From the snapshot, it was clear that Air Canada’s price (C$835) was comparable to WestJet (C$769). Add seat, food and bag, WestJet’s total came to C$839. At this price, I would vote to go with Air Canada – anytime. It is a full service airline, in the Star Alliance, have more flights to choose from, and if you have frequent flyer elite status with Air Canada or Star Alliance, you can enjoy a multitude of benefits (priority check-in, priority boarding, use of airport lounge, amongst others). But at C$498 all in, it was hard to ignore WestJet, and I would still favour Westjet, purely for the 40% savings over Air Canada. For a family of four, this would add up pretty nicely (a handsome total savings of C$1,348).
Apart from the price perspective, there are other tangible and intangible factors to consider.
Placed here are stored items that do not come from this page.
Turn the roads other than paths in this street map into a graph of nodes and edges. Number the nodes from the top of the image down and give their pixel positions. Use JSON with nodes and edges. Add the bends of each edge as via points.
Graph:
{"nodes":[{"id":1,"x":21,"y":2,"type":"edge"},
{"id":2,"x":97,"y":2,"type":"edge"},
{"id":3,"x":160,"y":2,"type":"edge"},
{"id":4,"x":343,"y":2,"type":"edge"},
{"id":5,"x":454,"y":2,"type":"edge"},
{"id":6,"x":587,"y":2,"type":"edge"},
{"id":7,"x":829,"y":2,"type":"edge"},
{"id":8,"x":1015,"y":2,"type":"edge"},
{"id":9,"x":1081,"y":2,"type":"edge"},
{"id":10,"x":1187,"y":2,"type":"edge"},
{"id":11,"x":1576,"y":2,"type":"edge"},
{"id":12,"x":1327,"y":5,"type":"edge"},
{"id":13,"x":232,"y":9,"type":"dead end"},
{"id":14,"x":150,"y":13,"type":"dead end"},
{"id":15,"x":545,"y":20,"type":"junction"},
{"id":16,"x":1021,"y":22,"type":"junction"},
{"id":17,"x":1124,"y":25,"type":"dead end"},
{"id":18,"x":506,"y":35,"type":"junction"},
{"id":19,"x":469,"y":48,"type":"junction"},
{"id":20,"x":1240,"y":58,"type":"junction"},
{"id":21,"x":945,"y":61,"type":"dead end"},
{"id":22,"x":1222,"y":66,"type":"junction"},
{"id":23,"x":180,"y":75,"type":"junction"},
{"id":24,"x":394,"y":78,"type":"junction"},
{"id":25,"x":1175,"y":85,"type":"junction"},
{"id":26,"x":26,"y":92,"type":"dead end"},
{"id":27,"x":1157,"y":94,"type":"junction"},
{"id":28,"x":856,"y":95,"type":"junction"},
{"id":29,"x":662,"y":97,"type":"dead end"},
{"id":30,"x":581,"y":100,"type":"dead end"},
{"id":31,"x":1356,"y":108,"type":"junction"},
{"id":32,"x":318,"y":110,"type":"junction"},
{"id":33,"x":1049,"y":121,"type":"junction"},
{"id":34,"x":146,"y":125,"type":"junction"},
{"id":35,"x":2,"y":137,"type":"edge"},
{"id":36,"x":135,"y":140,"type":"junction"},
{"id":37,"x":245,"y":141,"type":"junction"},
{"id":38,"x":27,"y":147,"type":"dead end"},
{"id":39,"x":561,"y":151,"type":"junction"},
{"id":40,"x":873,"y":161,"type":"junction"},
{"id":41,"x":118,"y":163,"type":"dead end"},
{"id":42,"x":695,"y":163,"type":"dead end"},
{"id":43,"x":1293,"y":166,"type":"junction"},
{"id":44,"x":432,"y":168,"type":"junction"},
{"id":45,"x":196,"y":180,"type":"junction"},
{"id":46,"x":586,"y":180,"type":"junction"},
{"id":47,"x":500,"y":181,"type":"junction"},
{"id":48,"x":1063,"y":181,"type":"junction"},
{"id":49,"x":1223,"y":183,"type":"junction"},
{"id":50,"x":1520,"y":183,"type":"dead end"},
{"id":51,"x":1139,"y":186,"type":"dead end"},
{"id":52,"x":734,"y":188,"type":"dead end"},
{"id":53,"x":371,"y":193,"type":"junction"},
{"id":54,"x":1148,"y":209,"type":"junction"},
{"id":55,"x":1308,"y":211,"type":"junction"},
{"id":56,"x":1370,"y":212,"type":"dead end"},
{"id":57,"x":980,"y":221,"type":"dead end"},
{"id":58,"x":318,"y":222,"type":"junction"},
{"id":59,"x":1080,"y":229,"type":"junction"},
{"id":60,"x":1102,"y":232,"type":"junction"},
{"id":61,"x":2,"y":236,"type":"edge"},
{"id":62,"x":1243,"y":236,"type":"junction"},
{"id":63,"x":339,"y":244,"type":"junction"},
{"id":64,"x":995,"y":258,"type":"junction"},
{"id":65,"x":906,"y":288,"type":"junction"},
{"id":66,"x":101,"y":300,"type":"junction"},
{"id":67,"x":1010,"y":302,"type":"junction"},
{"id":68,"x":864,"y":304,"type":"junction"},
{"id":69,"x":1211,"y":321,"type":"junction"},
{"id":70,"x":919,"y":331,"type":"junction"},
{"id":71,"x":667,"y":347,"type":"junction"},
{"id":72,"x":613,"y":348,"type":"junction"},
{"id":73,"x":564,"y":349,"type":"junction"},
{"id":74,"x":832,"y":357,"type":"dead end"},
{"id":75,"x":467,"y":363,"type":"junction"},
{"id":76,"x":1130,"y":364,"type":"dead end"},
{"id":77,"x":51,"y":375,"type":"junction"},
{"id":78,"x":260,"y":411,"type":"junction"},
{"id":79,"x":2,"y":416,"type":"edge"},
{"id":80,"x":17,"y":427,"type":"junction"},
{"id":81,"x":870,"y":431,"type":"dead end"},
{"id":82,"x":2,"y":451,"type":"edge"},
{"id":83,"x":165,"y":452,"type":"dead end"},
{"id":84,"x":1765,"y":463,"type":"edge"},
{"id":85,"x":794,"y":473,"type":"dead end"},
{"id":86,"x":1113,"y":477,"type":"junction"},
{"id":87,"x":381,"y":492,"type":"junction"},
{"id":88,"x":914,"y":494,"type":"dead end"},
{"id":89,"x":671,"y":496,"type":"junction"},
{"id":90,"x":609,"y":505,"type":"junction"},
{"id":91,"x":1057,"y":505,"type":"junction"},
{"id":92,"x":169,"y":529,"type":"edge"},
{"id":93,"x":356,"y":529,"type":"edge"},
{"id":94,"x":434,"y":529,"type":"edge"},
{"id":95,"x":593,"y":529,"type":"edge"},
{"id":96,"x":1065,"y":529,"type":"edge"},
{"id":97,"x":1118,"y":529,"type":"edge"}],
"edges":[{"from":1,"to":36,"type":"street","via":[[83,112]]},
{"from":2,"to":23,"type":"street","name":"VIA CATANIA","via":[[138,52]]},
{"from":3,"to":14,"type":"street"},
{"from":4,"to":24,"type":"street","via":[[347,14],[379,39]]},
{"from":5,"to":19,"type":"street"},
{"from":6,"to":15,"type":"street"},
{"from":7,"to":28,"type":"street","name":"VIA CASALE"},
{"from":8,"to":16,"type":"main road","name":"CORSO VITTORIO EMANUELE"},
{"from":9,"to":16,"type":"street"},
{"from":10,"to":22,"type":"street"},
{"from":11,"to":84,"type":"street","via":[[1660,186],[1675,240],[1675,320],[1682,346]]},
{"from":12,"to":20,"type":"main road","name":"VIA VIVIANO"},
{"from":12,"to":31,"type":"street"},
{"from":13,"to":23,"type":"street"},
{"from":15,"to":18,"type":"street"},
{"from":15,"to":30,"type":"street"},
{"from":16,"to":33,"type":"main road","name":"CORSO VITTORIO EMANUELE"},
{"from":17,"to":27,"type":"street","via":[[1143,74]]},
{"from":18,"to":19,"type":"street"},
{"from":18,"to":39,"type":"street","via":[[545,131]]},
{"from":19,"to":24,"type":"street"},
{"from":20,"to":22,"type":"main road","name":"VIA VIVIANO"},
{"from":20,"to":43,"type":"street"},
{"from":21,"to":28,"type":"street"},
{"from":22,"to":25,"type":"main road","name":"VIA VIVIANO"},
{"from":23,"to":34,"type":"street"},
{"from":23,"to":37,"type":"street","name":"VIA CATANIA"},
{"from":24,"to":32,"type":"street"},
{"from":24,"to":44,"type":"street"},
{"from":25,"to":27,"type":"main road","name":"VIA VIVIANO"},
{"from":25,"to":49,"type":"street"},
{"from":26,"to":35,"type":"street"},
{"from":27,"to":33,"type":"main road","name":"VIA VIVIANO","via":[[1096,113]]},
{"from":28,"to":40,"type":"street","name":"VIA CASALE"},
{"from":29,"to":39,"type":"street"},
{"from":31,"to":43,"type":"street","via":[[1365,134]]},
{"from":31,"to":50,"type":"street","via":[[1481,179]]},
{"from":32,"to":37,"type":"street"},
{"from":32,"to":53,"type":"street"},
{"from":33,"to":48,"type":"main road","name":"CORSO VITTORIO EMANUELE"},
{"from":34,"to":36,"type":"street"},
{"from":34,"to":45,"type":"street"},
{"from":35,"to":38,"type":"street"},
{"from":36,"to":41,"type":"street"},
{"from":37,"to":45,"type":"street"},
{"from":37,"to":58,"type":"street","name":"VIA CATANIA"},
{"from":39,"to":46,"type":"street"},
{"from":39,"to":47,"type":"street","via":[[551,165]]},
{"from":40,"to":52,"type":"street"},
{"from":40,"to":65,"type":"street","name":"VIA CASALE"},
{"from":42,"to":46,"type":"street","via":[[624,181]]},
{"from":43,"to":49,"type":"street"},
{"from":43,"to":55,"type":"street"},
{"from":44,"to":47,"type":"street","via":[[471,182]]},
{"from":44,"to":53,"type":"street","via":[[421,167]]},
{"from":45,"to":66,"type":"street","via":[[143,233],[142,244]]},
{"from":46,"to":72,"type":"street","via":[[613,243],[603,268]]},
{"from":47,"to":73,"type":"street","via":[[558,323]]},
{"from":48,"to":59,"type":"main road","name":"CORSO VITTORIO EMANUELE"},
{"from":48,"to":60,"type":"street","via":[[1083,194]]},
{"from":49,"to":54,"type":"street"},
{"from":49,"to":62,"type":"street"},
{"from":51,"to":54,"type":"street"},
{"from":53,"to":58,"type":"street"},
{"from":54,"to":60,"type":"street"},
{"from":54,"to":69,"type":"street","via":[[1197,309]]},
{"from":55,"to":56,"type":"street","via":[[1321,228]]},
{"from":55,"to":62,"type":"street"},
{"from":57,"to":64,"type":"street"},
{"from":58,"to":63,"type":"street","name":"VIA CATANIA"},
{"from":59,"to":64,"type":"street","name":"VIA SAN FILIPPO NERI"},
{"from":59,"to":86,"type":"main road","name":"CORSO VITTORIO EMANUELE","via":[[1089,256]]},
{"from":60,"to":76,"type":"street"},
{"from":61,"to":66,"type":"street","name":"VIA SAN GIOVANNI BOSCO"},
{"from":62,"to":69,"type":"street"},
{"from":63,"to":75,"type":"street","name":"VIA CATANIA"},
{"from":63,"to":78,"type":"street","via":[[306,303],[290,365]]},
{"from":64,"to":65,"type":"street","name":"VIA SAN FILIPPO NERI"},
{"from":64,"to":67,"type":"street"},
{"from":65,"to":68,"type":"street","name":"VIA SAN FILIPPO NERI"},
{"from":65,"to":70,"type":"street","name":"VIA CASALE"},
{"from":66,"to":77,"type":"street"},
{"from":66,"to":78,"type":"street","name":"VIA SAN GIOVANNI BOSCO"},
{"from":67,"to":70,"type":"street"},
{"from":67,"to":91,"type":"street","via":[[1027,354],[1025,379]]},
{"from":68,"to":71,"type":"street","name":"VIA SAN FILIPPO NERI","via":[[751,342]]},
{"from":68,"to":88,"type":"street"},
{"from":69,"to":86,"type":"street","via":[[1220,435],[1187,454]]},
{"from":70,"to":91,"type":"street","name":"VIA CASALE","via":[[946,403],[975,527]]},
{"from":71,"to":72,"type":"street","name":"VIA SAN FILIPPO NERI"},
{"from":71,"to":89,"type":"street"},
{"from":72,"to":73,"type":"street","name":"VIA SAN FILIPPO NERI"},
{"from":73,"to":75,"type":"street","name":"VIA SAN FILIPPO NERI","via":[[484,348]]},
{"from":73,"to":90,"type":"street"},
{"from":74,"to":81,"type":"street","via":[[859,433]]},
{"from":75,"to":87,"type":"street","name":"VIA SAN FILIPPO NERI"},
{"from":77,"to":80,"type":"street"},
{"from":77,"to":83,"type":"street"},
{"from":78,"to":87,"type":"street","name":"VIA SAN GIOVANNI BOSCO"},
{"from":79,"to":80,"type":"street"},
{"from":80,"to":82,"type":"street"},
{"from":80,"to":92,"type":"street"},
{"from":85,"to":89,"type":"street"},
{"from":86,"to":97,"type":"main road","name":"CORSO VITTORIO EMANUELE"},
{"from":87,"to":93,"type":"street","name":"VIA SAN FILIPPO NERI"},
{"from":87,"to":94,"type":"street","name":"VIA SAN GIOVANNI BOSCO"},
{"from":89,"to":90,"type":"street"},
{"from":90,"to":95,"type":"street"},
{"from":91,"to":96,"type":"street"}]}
Flight schedules, non-stop versus connecting flights, frequent flyer programmes, aircraft types and choice of airports can also influence the decision. WestJet flies an older version of the Boeing 767-300, while with Air Canada, you can fly on the newer Boeing 787 Dreamliner. The 787 is much more comfortable to fly in; its fresh air intake and optimal cabin pressure do result in less jet lag. WestJet flies into Gatwick Airport, London’s secondary airport while Air Canada terminates in Heathrow. Heathrow is the second busiest airport in the world and has extensive flight connections. If you have a connecting flight, it is highly probable that you will have to get from Gatwick to Heathrow to catch your connection. The land transfer between the two airports is not cheap. One way National Express coach trip is £27 (C$47) and it takes a minimum of 70 minutes, and that is, during off peak hours without traffic jam on the M25 motorway. If you have frequent flyer’s elite status (for example Star Alliance Gold or One World Emerald/Sapphire), you would lose out on priority check-in, priority boarding, free check-in bags, free seat selection, free airline’s lounge use and frequent flyer points and/or status points. This is because WestJet is not a member of Star Alliance or One World or Skyteam (the three largest airlines’ alliances).
My conclusion is that the fares available at time of making the booking is paramount. If a low cost airline is substantially cheaper (eg 30%-50%), there is a strong case to favour the low cost carrier. If the difference is a mere 5%-15%, I would favour the full service airline, especially if you have frequent flyer elite status. I am also not a great fan of airlines that nickel-and-dime their customers.